In the dunes there were tents pitched at random. In Scotland the Land Reform Act of 2003 established the ‘right to use land for recreational purposes’ and ‘the right to roam’ if the land is privately owned. It would be great to see something similar enacted in the rest of the UK.
The highlight of this trip was the remote and once inhabited island of St Kilda. Often impossible to get to because of bad weather, we were able to motor across from Vatersay in twelve hours in gentle seas to the main island of Hirta. When we woke up there the next day it was a perfect summer’s day. Although it has become a popular destination for day trips from Skye or Harris, the day we got there we had the place to ourselves.
I wander along The Street, the one line of simple two room cottages that once was the only dwellings for St Kildans. Outside each one is a slate with the names of those families that lived here including the name of the resident that was living here up to the date that the last thirty six islanders were evacuated in 1930.
From here I walked through the walled enclosures behind the houses where they had a few animals and farmed crops. Yet it’s the small dry stone structures dotted all over the island that reveal how the St Kildans were able to survive so long here. The St Kildans survived from harvesting hundreds of fulmars, the seabirds who nest on the cliffs. They would eat these and store them in these little houses where the sea air would preserve the meat.
I climbed to the cliffs of Conachair, at 427 metres, the highest in the UK. I sensed that dizzying sense of height as I crept close to the edge. I can’t help what it’d be like to fall off. And look at the black eyed fulmars, nesting on a tiny little bit of rock. I climb Conachair and feel like I am on the edge of the known world.
We stopped off at the tiny island of Canna in the Inner Hebrides, population 15, with no proper roads, two churches, a café, a post office which is actually a green shed, a farm which is at once local museum, campsite and the local lifeguard. The sense of peace and timelessness here is unlike anywhere else I have been.
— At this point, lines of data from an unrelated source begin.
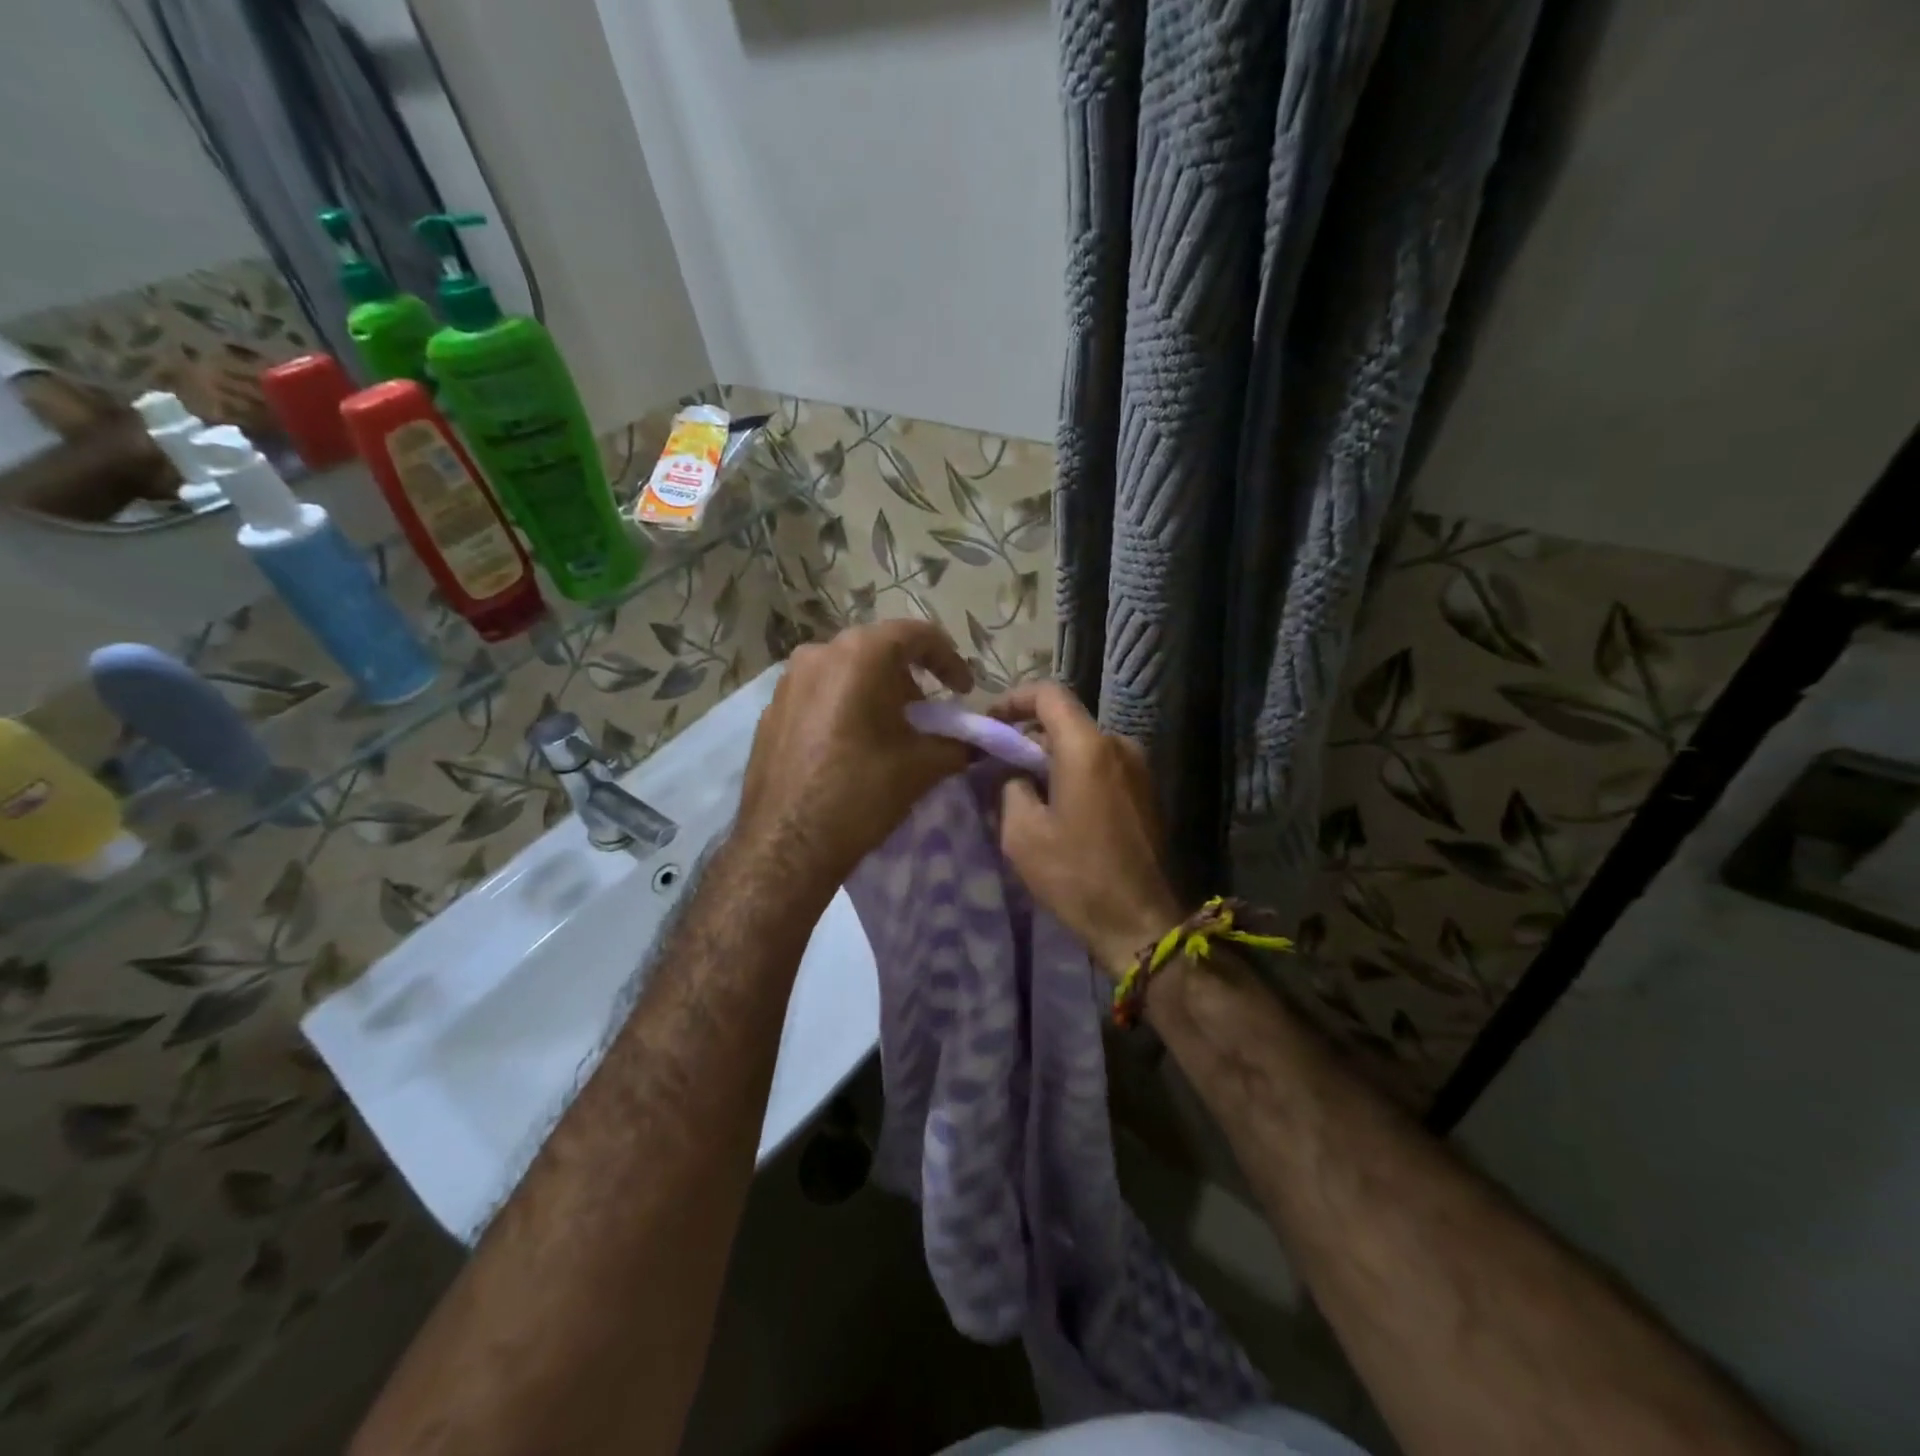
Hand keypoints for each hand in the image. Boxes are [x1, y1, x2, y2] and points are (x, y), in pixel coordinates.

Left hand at [735, 621, 972, 905]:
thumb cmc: (861, 793)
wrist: (786, 844)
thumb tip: (976, 744)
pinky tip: (851, 744)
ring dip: (875, 690)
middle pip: (877, 650)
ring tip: (890, 729)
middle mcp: (819, 653)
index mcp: (860, 655)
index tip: (963, 690)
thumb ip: (957, 744)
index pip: (916, 635)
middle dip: (909, 677)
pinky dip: (843, 706)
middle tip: (927, 712)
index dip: (949, 659)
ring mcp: (788, 681)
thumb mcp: (922, 766)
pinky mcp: (770, 710)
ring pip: (844, 671)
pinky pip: (818, 693)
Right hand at [992, 683, 1184, 980]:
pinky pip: (1102, 767)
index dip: (1013, 699)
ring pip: (1084, 746)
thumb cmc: (1076, 875)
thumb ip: (1011, 786)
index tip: (990, 723)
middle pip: (1066, 722)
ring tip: (1024, 792)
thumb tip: (1015, 773)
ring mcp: (1139, 769)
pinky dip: (1075, 774)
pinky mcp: (1146, 793)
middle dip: (1028, 737)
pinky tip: (1057, 809)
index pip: (1048, 694)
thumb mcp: (1022, 833)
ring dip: (1052, 759)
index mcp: (1088, 747)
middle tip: (998, 765)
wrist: (1139, 922)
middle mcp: (1119, 746)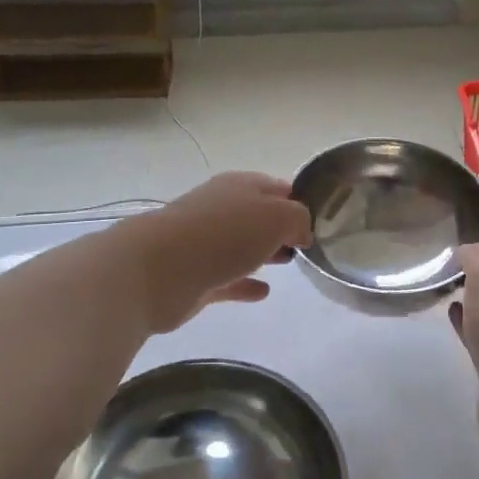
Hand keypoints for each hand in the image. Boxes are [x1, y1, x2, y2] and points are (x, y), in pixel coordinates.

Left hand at [123, 173, 313, 333]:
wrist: (157, 270)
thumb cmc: (222, 235)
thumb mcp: (276, 216)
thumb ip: (298, 219)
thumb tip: (301, 232)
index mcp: (240, 186)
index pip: (277, 187)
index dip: (298, 200)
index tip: (320, 220)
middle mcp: (221, 210)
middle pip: (258, 216)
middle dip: (281, 227)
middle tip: (306, 244)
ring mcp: (205, 244)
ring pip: (243, 246)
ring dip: (264, 252)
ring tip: (289, 263)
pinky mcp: (195, 278)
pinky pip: (229, 279)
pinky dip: (246, 283)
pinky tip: (264, 291)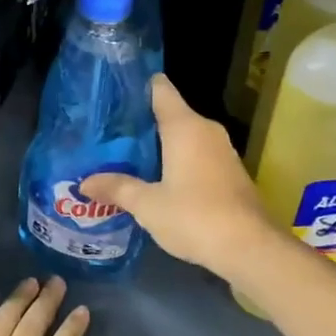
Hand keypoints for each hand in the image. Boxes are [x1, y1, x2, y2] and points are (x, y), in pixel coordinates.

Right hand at [81, 74, 281, 284]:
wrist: (251, 248)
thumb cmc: (195, 216)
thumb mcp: (148, 205)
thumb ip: (117, 188)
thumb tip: (85, 183)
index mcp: (185, 126)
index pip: (160, 88)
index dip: (137, 87)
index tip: (113, 94)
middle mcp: (206, 129)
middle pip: (170, 112)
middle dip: (142, 122)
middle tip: (109, 133)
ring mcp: (222, 151)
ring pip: (184, 136)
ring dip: (160, 144)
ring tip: (127, 156)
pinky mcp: (230, 172)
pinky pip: (197, 154)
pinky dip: (177, 160)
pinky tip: (157, 179)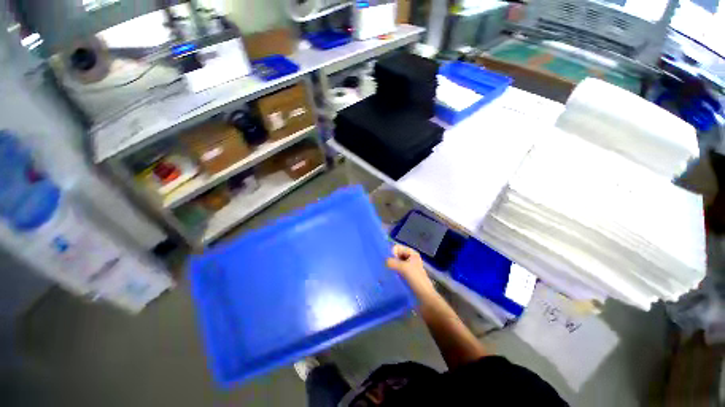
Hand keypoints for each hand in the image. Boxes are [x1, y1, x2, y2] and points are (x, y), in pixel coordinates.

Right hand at [386, 244, 435, 295]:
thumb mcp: (403, 268)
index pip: (396, 247)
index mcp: (411, 253)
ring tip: (388, 274)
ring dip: (391, 268)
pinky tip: (390, 278)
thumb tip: (383, 261)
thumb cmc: (415, 279)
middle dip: (390, 260)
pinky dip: (393, 273)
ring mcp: (408, 267)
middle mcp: (410, 258)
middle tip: (387, 268)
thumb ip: (392, 262)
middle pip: (396, 255)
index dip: (391, 253)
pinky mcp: (406, 276)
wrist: (424, 297)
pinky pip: (397, 271)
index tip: (389, 262)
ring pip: (395, 263)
Our last day was spent in Loch Drumbuie, a sea loch on the mainland near Oban. Above Drumbuie the sea loch winds its way between tree and heather lined slopes. In midstream an almost island (Oronsay) splatters across the middle of the loch. Around the edge the grey rock has a black line – the high tide mark – then it’s beige. Below this the honey coloured seaweed ribbons its way round the bays and inlets. Drumbuie means ‘loch of the yellow hill’.
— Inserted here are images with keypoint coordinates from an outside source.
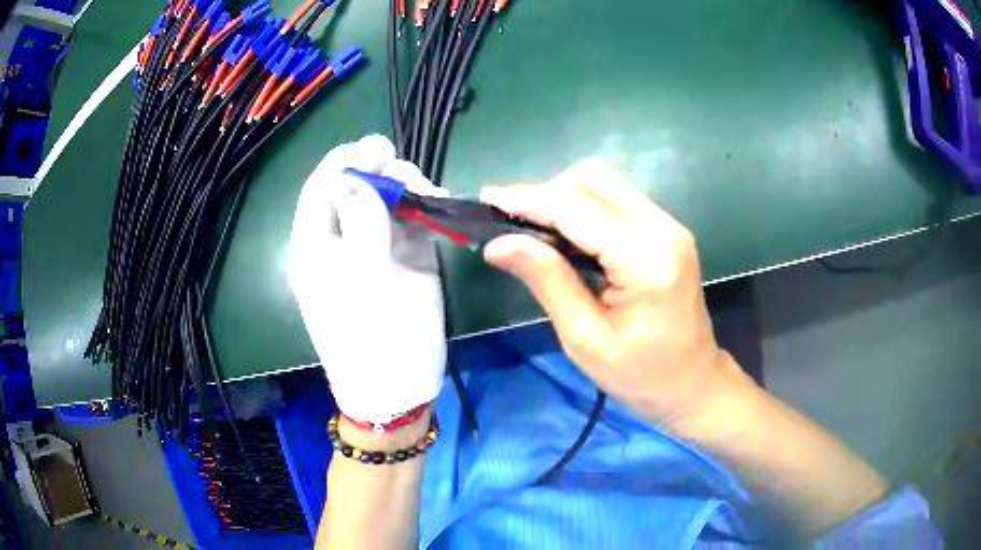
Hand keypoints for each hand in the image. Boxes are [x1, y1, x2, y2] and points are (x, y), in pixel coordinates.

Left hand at [288, 135, 445, 423]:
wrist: (399, 388)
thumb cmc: (372, 339)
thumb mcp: (361, 278)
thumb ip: (360, 221)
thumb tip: (356, 174)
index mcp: (316, 245)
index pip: (322, 187)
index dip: (345, 161)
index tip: (376, 148)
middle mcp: (342, 240)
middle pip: (357, 187)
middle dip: (382, 174)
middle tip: (409, 177)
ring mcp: (375, 247)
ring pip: (387, 199)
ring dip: (407, 189)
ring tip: (428, 194)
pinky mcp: (405, 258)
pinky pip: (412, 220)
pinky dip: (425, 208)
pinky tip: (438, 206)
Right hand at [480, 159, 740, 429]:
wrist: (693, 383)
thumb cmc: (640, 376)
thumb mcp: (586, 339)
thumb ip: (548, 281)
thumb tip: (498, 244)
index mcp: (646, 260)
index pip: (576, 209)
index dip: (527, 200)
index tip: (486, 201)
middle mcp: (663, 228)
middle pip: (593, 179)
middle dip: (545, 192)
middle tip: (510, 223)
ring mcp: (669, 225)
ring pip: (604, 183)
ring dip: (563, 196)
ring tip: (532, 228)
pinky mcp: (667, 230)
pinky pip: (616, 199)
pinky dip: (583, 206)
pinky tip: (564, 233)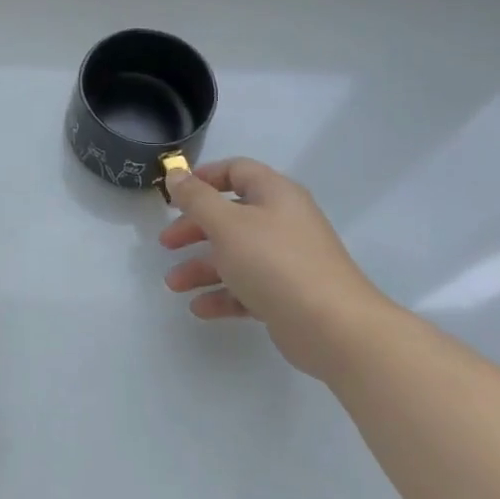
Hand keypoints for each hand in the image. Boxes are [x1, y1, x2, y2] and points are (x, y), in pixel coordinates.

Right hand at [160, 157, 392, 381]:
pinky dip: (223, 294)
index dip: (204, 178)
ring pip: (236, 255)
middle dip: (195, 229)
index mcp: (275, 194)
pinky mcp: (288, 295)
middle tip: (166, 243)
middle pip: (231, 215)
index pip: (237, 171)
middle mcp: (283, 221)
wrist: (332, 327)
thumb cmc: (274, 262)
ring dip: (202, 267)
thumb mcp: (227, 224)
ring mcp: (287, 260)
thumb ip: (196, 198)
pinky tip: (199, 308)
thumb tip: (176, 174)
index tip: (174, 195)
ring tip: (173, 284)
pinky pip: (248, 287)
The loch gets narrower like the upper Thames or Tay and disappears behind a craggy headland. Behind that a ridge rises up into the sky, the top lost in cloud. On the side of the ridge below the cloud, pale sunlight briefly lights the wall. It’s the only sunlight for all the miles and miles I can see.
The next morning when we wake we watch sea otters playing. It’s a fitting end to this most wild and magical of adventures.